**EXERCISE PROMPT:** Copy each line below that contains "scale".

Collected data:
:::::

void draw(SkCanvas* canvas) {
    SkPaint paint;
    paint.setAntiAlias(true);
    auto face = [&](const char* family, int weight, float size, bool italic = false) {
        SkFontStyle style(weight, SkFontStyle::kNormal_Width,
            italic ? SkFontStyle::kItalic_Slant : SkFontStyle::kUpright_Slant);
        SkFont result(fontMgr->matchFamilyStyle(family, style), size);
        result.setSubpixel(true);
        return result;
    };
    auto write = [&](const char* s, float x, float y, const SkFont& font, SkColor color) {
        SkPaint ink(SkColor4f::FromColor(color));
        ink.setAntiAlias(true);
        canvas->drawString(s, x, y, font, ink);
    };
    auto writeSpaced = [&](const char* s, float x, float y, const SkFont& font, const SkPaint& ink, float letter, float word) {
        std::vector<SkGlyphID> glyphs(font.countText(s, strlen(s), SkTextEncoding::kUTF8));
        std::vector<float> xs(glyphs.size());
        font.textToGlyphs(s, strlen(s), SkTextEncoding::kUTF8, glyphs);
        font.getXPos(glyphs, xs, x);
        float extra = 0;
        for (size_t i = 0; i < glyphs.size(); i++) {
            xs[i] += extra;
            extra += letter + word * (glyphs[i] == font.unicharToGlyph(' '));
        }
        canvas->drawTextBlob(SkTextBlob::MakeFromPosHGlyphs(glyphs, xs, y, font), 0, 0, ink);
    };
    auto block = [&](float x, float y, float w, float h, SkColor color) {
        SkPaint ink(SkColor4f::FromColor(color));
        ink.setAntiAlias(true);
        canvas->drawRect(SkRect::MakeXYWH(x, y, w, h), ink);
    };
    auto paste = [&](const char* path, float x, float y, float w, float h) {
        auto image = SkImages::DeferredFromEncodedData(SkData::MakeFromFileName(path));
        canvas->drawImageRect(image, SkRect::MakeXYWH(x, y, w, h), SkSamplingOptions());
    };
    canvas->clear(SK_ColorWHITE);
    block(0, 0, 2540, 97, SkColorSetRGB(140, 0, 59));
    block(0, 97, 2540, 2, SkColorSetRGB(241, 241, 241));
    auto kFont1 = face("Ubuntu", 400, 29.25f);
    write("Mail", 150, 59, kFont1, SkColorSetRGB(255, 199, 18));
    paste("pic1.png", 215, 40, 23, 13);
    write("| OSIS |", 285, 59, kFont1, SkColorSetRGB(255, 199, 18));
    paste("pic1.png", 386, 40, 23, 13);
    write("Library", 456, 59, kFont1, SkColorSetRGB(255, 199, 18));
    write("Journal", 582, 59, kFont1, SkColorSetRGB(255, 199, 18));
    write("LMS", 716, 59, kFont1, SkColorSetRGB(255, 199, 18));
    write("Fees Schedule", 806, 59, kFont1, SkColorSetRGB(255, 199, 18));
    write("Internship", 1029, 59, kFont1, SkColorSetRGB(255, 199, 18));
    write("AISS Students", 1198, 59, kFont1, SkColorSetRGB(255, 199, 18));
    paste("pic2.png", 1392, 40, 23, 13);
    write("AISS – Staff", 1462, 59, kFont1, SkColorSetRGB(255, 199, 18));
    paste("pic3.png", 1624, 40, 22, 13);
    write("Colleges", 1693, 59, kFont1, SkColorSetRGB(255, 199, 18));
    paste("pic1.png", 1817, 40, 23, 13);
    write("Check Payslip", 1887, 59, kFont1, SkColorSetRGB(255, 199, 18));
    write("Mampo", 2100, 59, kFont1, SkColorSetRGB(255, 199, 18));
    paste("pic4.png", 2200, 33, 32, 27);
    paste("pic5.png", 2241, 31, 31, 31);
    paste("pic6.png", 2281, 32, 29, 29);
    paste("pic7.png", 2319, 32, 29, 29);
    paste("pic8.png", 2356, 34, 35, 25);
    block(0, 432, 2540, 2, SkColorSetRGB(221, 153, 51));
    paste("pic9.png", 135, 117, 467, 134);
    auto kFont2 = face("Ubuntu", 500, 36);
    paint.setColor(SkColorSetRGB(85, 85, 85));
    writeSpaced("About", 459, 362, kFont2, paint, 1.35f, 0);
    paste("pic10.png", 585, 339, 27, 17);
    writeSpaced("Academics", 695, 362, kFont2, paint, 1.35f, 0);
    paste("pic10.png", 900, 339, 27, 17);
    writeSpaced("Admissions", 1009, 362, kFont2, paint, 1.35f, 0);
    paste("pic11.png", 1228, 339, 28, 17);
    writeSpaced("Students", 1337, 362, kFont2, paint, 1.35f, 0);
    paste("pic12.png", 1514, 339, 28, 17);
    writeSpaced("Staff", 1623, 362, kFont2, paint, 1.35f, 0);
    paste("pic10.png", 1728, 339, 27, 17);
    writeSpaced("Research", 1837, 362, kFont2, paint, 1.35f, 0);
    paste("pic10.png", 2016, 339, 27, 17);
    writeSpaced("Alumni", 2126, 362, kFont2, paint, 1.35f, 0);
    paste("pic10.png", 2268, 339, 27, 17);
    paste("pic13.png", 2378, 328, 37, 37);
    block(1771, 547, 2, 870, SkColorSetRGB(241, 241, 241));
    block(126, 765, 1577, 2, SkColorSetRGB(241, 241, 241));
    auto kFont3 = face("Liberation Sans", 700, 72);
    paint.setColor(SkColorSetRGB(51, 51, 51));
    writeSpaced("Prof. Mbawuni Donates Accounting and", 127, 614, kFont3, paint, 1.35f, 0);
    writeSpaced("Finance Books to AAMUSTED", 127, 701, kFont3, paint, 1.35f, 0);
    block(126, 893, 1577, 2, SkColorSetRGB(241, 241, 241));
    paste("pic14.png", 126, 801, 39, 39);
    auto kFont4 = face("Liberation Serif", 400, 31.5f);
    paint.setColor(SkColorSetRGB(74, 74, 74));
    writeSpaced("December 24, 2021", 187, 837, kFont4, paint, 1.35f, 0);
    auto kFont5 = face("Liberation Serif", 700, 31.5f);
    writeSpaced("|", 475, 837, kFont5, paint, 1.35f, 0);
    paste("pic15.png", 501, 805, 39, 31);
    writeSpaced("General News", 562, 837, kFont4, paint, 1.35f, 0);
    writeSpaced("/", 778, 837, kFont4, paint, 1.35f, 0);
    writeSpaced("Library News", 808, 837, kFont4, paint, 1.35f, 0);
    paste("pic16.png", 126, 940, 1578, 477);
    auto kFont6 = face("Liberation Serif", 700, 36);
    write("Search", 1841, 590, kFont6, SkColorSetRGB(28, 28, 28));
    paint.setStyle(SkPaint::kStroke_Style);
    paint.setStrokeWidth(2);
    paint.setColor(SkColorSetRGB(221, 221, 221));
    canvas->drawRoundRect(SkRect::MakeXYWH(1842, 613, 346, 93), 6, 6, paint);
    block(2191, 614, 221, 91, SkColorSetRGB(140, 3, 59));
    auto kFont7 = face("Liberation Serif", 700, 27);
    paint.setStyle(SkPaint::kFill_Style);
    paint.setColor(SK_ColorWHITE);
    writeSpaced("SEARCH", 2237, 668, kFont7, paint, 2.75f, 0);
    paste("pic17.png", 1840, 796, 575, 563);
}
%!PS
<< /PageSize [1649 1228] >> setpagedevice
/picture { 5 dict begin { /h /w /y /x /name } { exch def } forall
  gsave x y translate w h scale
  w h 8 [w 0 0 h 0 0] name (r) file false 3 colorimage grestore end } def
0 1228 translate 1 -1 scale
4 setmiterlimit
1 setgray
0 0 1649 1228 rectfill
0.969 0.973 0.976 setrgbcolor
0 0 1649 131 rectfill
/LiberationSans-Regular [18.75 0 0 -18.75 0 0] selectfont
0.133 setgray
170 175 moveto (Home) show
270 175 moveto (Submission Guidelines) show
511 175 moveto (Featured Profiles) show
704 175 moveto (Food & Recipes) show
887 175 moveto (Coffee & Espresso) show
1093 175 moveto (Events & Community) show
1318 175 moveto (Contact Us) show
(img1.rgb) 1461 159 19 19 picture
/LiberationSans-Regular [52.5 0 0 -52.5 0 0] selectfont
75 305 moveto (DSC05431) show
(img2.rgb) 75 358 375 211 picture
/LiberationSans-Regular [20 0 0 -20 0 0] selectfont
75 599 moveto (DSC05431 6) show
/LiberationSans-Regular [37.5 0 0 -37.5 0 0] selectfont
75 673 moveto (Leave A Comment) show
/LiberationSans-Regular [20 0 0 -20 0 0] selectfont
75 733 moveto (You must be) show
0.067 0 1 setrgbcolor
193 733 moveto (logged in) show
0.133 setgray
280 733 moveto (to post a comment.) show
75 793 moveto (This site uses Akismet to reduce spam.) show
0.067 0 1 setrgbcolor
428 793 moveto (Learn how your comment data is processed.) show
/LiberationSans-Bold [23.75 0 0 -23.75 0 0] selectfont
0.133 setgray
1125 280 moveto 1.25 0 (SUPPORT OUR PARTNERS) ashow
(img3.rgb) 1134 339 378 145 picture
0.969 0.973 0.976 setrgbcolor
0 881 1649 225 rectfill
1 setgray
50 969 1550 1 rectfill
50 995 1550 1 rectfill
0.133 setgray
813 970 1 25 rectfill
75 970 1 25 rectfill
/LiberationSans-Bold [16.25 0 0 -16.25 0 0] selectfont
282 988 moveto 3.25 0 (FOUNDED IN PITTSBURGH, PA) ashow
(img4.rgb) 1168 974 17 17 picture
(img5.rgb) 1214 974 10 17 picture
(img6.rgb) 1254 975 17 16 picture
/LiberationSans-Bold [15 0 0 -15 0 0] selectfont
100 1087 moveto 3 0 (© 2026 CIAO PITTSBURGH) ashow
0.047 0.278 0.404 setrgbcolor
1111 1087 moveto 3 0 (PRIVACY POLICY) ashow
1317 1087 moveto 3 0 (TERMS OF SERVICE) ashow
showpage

:::::

**TASK SOLUTION:**
  gsave x y translate w h scale
0 1228 translate 1 -1 scale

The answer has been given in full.